*** Opening Information supplied ***

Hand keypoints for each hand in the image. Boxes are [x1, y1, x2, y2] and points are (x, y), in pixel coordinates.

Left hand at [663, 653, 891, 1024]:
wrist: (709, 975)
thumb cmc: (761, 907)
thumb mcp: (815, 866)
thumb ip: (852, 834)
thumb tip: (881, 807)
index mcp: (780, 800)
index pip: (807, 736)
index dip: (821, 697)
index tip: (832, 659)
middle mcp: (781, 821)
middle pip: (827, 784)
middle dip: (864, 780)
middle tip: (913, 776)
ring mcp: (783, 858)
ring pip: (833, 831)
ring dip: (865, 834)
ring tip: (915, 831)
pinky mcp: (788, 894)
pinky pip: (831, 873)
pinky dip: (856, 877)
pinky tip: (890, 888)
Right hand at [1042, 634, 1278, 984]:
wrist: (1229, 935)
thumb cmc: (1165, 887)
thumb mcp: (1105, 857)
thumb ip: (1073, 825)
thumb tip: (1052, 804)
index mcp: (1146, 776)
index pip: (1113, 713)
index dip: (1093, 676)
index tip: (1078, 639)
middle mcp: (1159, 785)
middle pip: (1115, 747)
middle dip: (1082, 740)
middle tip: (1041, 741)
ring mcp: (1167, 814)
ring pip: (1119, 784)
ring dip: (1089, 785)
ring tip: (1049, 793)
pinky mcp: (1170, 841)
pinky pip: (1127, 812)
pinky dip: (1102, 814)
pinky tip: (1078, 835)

*** Closing Information supplied ***

Print each of the lines above again, unchanged.

Hand keypoints for each hand in the image. Boxes are [x1, y1, x2, y2] and points are (x, y), in pixel coordinates.

Left hand at [663, 653, 891, 1024]:
wrist: (709, 975)
thumb cmc: (761, 907)
thumb mcp: (815, 866)
thumb ip: (852, 834)
thumb tip: (881, 807)
index mcp: (780, 800)
index pip: (807, 736)
index dip: (821, 697)
index tip: (832, 659)
middle mcp: (781, 821)
middle pip: (827, 784)
middle dip: (864, 780)
middle tip: (913, 776)
ring mcp: (783, 858)
ring pip: (833, 831)
ring dip: (865, 834)
ring tip: (915, 831)
pinky mcp: (788, 894)
pinky pip: (831, 873)
pinky dip: (856, 877)
pinky tip: (890, 888)
Right hand at [1042, 634, 1278, 984]:
wrist: (1229, 935)
thumb cmc: (1165, 887)
thumb mcp: (1105, 857)
thumb ip: (1073, 825)
thumb tip: (1052, 804)
index mcp: (1146, 776)
index pip: (1113, 713)
index dip: (1093, 676)
index tip: (1078, 639)
middle mcp: (1159, 785)
middle pip: (1115, 747)
middle dip: (1082, 740)
middle tip: (1041, 741)
ring mcp: (1167, 814)
ring pip: (1119, 784)
ring dip: (1089, 785)
ring tip: (1049, 793)
pinky mcp: (1170, 841)
pinky pip: (1127, 812)
pinky dip: (1102, 814)
pinky tip: (1078, 835)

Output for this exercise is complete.